# ferrets ferrets ferrets



## tillymax (Jun 27, 2011)

just some random pics of my girls.

Firstly we have Ouch, very cocky little thing, always telling our terrier off for going to close to arc hutch which is on the floor, loves to snooze all day in her sleeping bag and eating her breakfast like a hungry hippo which envolves going out of her bed compartment grabbing a gob full of bisquits and reversing back in several times before actually eating it. I have very few pictures of Ouch as she is never still for two seconds

























and Shakie she is the laziest of all ferrets, she does nothing but yawn if you disturb her to pick her up for play time for atleast 10 minutes.
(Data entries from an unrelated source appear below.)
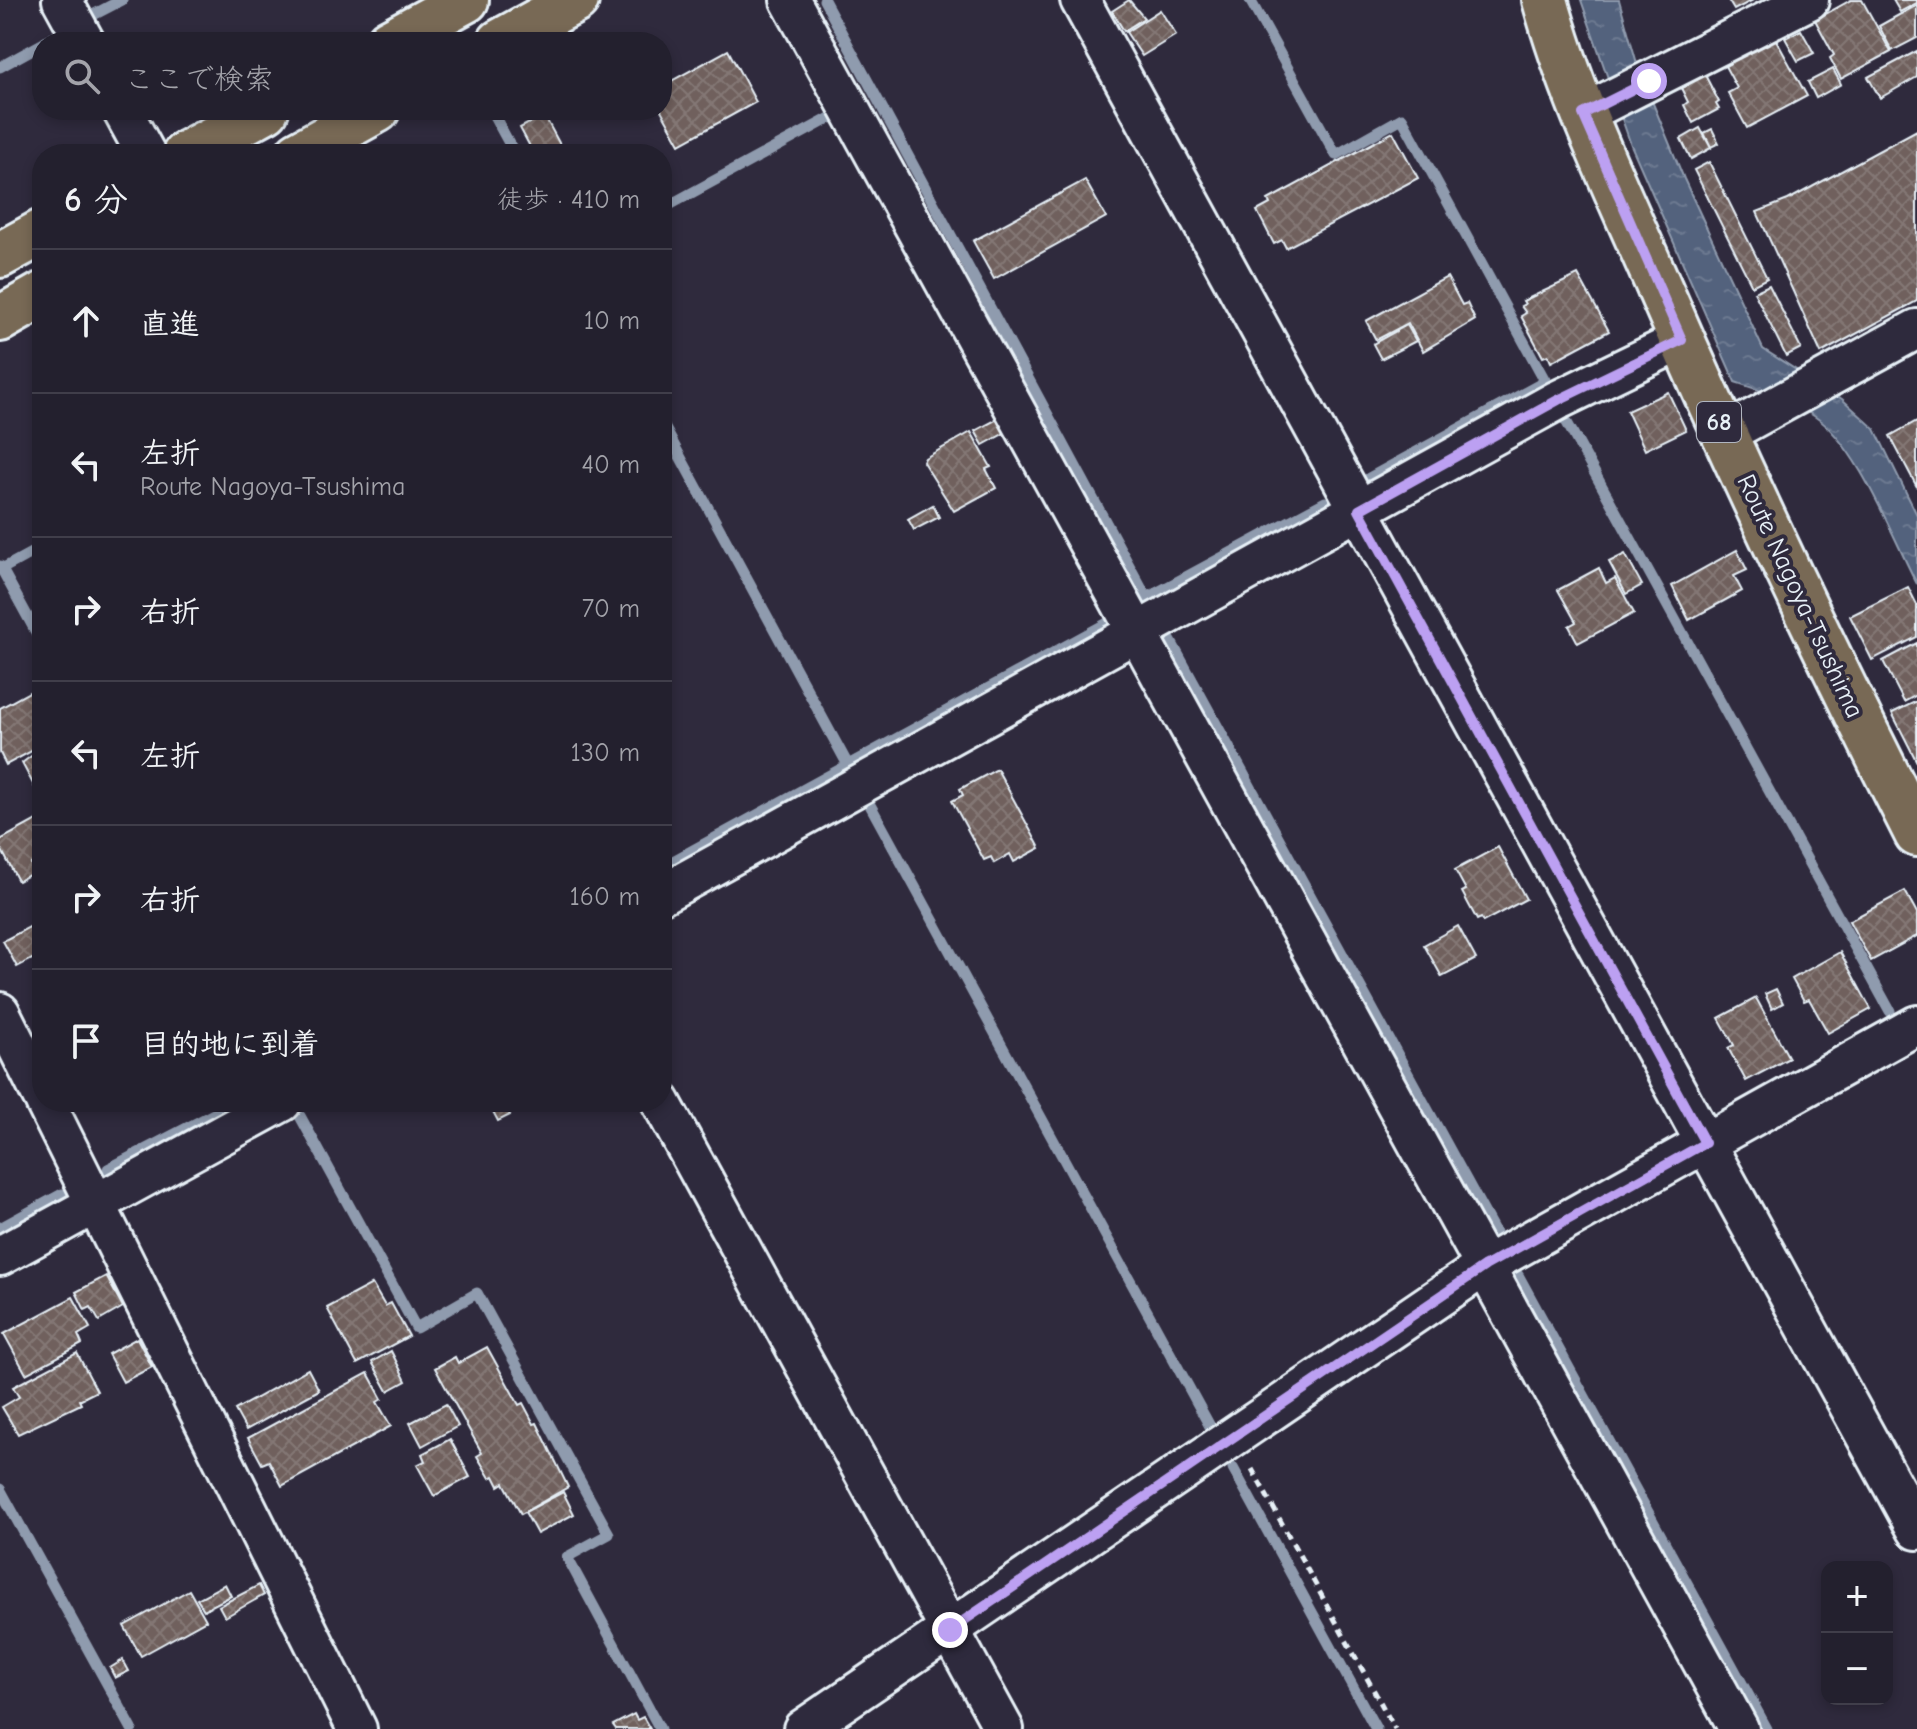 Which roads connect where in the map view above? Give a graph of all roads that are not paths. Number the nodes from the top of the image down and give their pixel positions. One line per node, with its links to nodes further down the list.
1 (62, 0): 8 (street)
2 (466, 0): 9 (main road)
3 (576, 0): 10 (main road)
4 (790, 0): 26 (street)
5 (1080, 0): 25 (street)
6 (1545, 0): 11 (main road, Route Nagoya-Tsushima / 68)
7 (1809, 0): 11 (street)
8 (80, 32)
9 (407, 32)
10 (518, 32)
11 (1597, 107): 23 (main road, Route Nagoya-Tsushima / 68)
12 (127, 120): 15 (street)
13 (248, 120): 16 (main road)
14 (359, 120): 17 (main road)
15 (141, 144)
16 (203, 144)
17 (316, 144)
18 (32, 237): 19 (main road)
19 (0, 255)
20 (32, 301): 21 (main road)
21 (0, 319)
22 (1917, 329): 24 (street)
23 (1682, 340): 24 (main road, Route Nagoya-Tsushima / 68); 25 (street)
24 (1725, 434): 27 (main road, Route Nagoya-Tsushima / 68)
25 (1359, 510): 26 (street); 35 (street)
26 (1137, 633): 28 (street); 38 (street)
27 (1917, 834)
28 (672, 889)
29 (0, 1012): 31 (street)
30 (1917, 1025): 35 (street)
31 (32, 1076)
32 (50, 1112): 36 (street)
33 (264, 1112): 36 (street)
34 (666, 1112): 40 (street)
35 (1705, 1143): 38 (street); 39 (street)
36 (96, 1204): 37 (street); 41 (street)
37 (0, 1256)
38 (1485, 1266): 40 (street); 44 (street)
39 (1917, 1530)
40 (950, 1630): 42 (street); 43 (street)
41 (357, 1729)
42 (803, 1729)
43 (1004, 1729)
44 (1739, 1729) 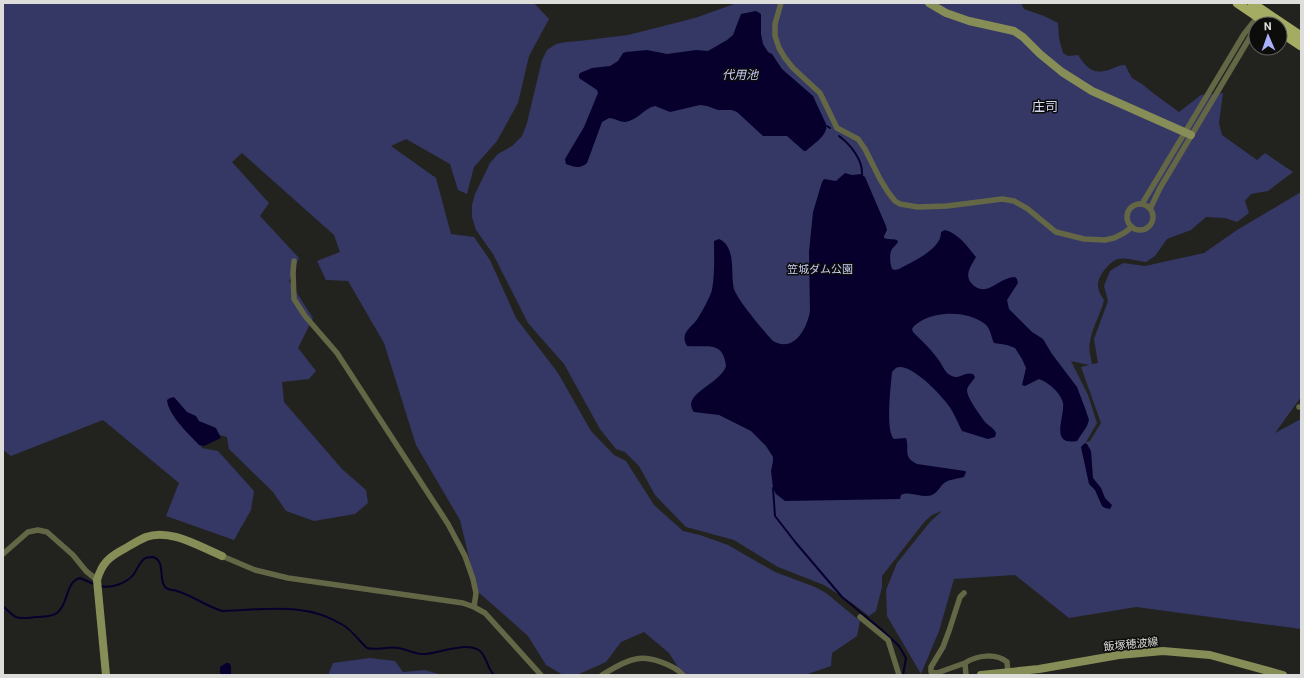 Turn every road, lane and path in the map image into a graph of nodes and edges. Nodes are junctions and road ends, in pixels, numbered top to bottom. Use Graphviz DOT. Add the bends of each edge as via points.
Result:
graph roads {
  1 [pos="781,3"];
  2 [pos="929,3"];
  3 [pos="1237,3"];
  4 [pos="1252,3"];
  5 [pos="1260,13"];
  6 [pos="1262,16"];
  7 [pos="1301,36"];
  8 [pos="1288,37"];
  9 [pos="1301,46"];
  10 [pos="1188,134"];
  11 [pos="1142,204"];
  12 [pos="1150,209"];
  13 [pos="1132,227"];
  14 [pos="294,261"];
  15 [pos="3,554"];
  16 [pos="222,556"];
  17 [pos="97,580"];
  18 [pos="964,593"];
  19 [pos="474,607"];
  20 [pos="860,617"];
  21 [pos="965,663"];
  22 [pos="1008,672"];
  23 [pos="106,675"];
  24 [pos="541,675"];
  25 [pos="602,675"];
  26 [pos="683,675"];
  27 [pos="899,675"];
  28 [pos="966,675"];
  29 [pos="981,675"];
  30 [pos="1283,675"];
  1 -- 13 [label="street" via="775,24 779,48 793,68 820,93 837,128 858,139 882,183 900,204 918,207 1002,199 1014,201 1056,232 1089,240 1114,238"];
  2 -- 10 [label="street" via="946,13 969,21 1014,31 1062,72 1092,91"];
  3 -- 5 [label="main road"];
  4 -- 5 [label="main road"];
  5 -- 6 [label="main road"];
  5 -- 7 [label="main road"];
  5 -- 10 [label="street" via="1244,34"];
  8 -- 9 [label="main road"];
  10 -- 11 [label="street"];
  10 -- 12 [label="street"];
  11 -- 12 [label="street"];
  11 -- 13 [label="street" via="1133,206 1128,211 1128,222"];
  12 -- 13 [label="street" via="1153,217 1148,228 1140,230"];
  14 -- 19 [label="street" via="294,299 305,316 338,353 448,524 465,556 473,579 476,593"];
  15 -- 17 [label="street" via="28,532 47,532 74,555 86,571"];
  16 -- 17 [label="street" via="175,537 155,535 146,537 106,561"];
  16 -- 19 [label="street" via="255,570 288,578 463,603"];
  17 -- 23 [label="street"];
  18 -- 21 [label="street" via="960,597 943,647 931,667 931,672"];
  19 -- 24 [label="street" via="486,613 495,622"];
  20 -- 27 [label="street" via="888,640"];
  21 -- 22 [label="street" via="978,656 988,656 1007,662"];
  21 -- 28 [label="street"];
  22 -- 29 [label="street, 飯塚穂波線"];
  22 -- 30 [label="street, 飯塚穂波線" via="1039,670 1119,655 1163,651 1210,655"];
  25 -- 26 [label="street" via="637,658 666,664"];
} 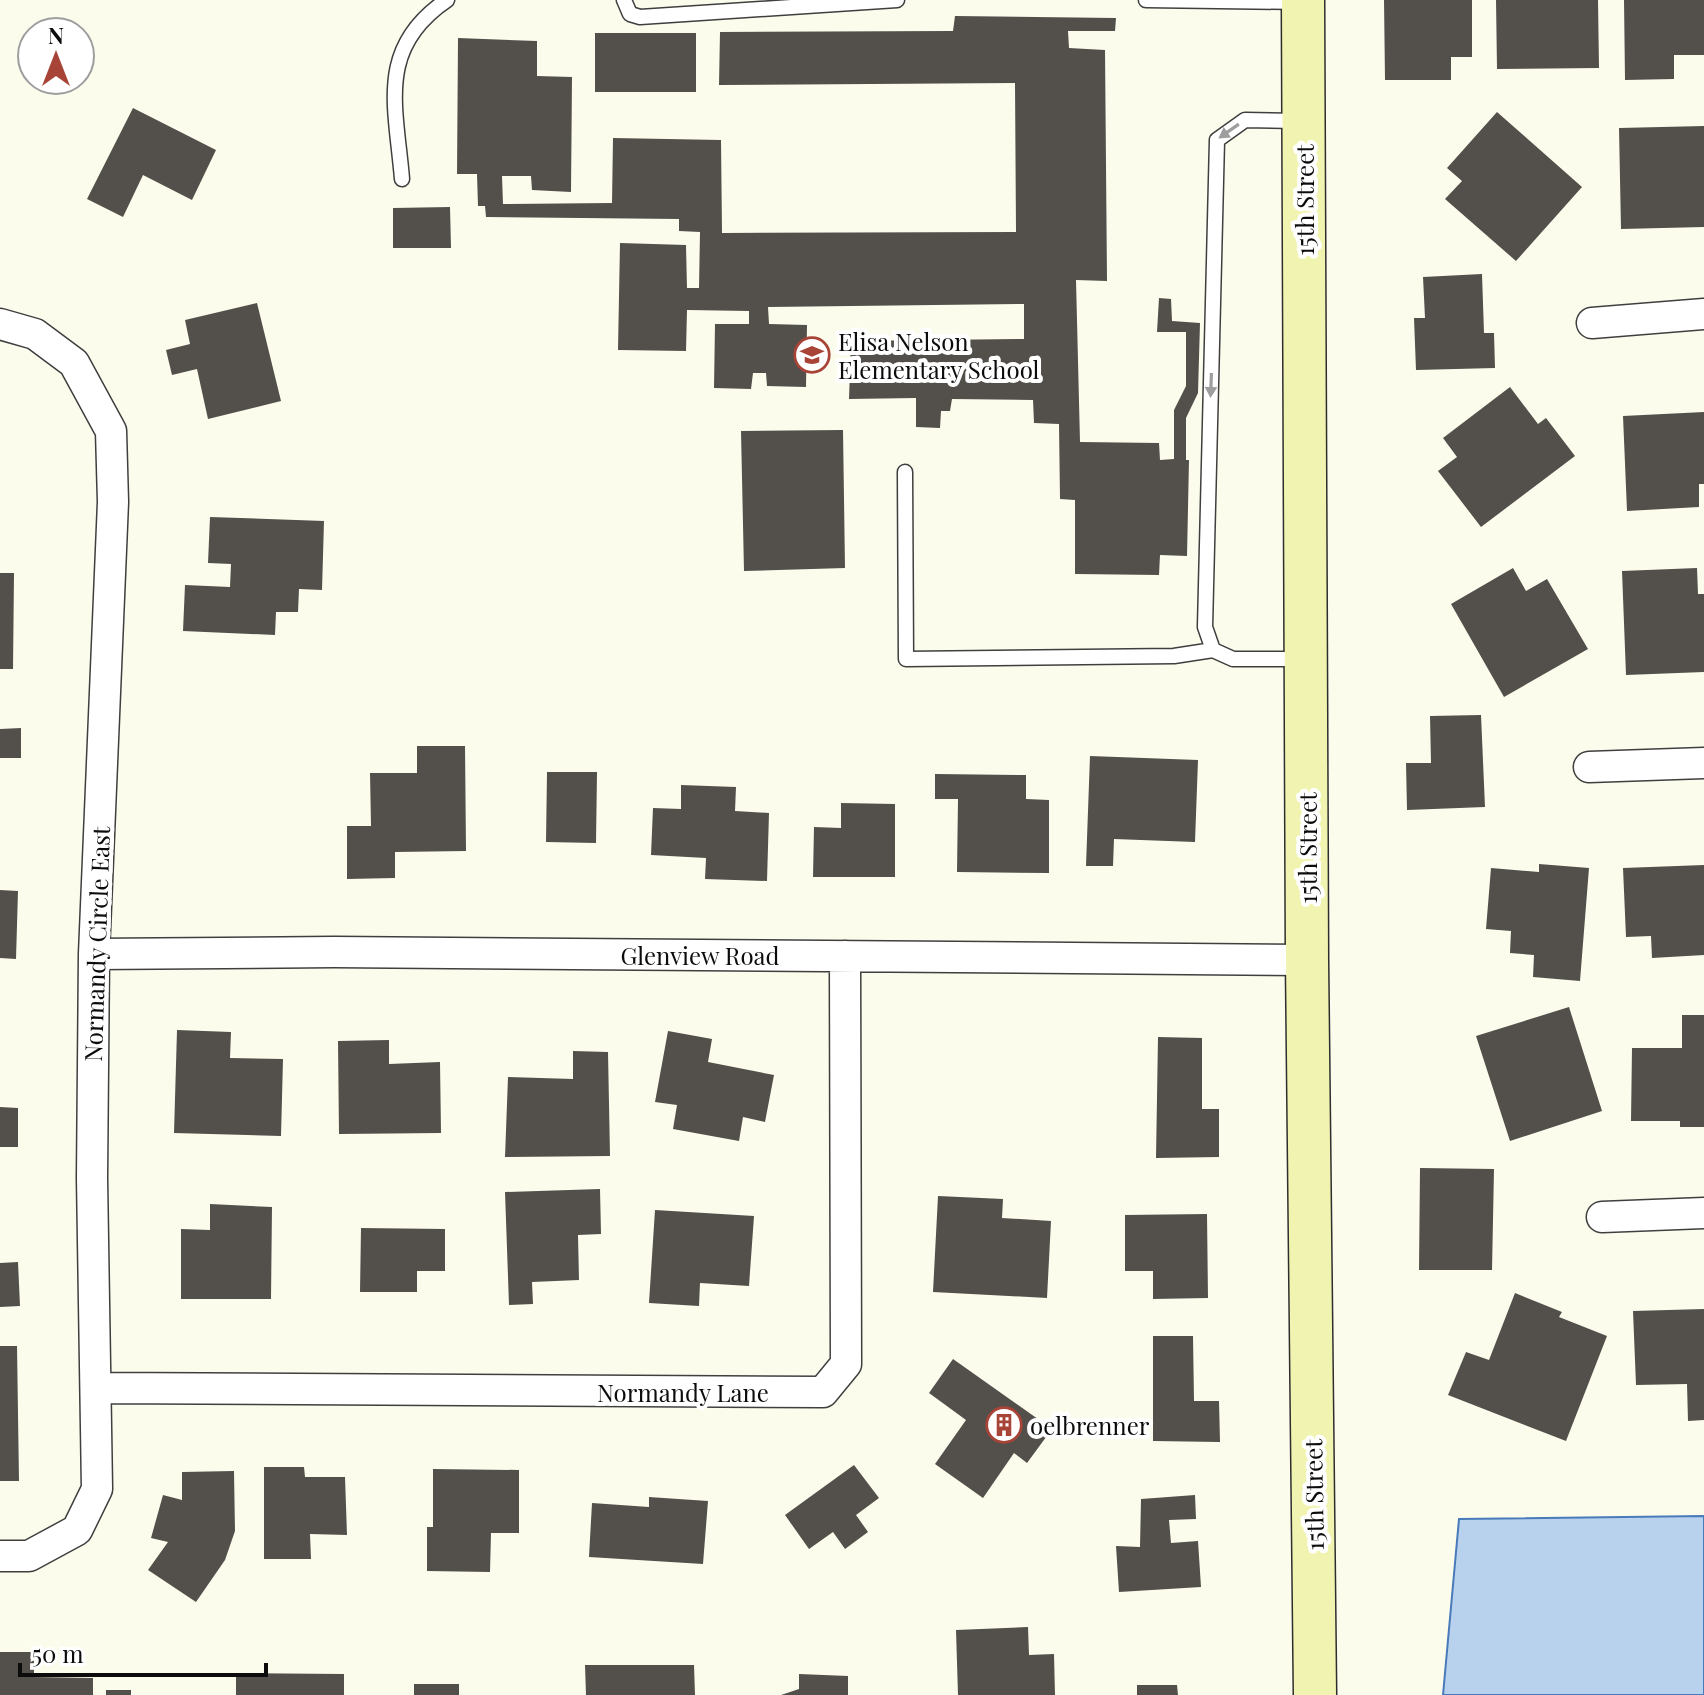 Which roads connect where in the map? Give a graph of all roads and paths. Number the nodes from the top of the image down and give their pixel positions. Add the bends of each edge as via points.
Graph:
1 (447, 0) edge
2 (624, 0) edge
3 (897, 0) edge
4 (1146, 0) edge
5 (1303, 1) edge
6 (1304, 122) junction
7 (402, 179) dead end
8 (1704, 314) edge
9 (1592, 323) dead end
10 (0, 324) edge
11 (905, 472) dead end
12 (1213, 650) junction
13 (1307, 659) junction
14 (1704, 763) edge
15 (1589, 767) dead end
16 (94, 954) junction
17 (845, 956) junction
18 (1307, 960) junction
19 (1704, 1213) edge
20 (1602, 1217) dead end
21 (98, 1388) junction
22 (0, 1556) edge
23 (1315, 1695) edge

1 - 7 lane via 418,25 396,65
2 - 3 lane via 625,9 640,17
4 - 5 lane
5 - 6 street, 15th Street
6 -> 12 lane via 1245,120 1217,140 1205,627
6 - 13 street, 15th Street
8 - 9 street
10 - 16 street, Normandy Circle East via 35,334 74,363 111,431 113,502
11 - 12 lane via 906,659 1174,656
12 - 13 lane via 1233,659
13 - 18 street, 15th Street
14 - 15 street
16 - 17 street, Glenview Road
16 - 21 street, Normandy Circle East via 92,1178
17 - 18 street, Glenview Road
17 - 21 street, Normandy Lane via 846,1364 823,1392
18 - 23 street, 15th Street
19 - 20 street
21 - 22 street, Normandy Circle East via 97,1489 77,1530 29,1556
She is alot bigger than Ouch they have recently had to be seperated due to Ouch becoming obsessed with guarding and dragging Shakie around by her head


----------



## tillymax (Jun 27, 2011)

does anyone else on here own ferrets? lets see your pics?


----------



## tillymax (Jun 27, 2011)

surley there must be some other ferret owners about this forum!


----------



## hawksport (Dec 27, 2009)

I'll find some pics later


----------



## Tapir (Mar 20, 2010)

Gorgeous ferrets you have there!

There aren't many ferret owners on here, a few. 

Here is my girl Tia.

In her new harness:









Being nosy:


----------



## tillymax (Jun 27, 2011)

awww she is lovley, mine didnt seem a fan of the harness, just seemed to wind them up and make them nippy


----------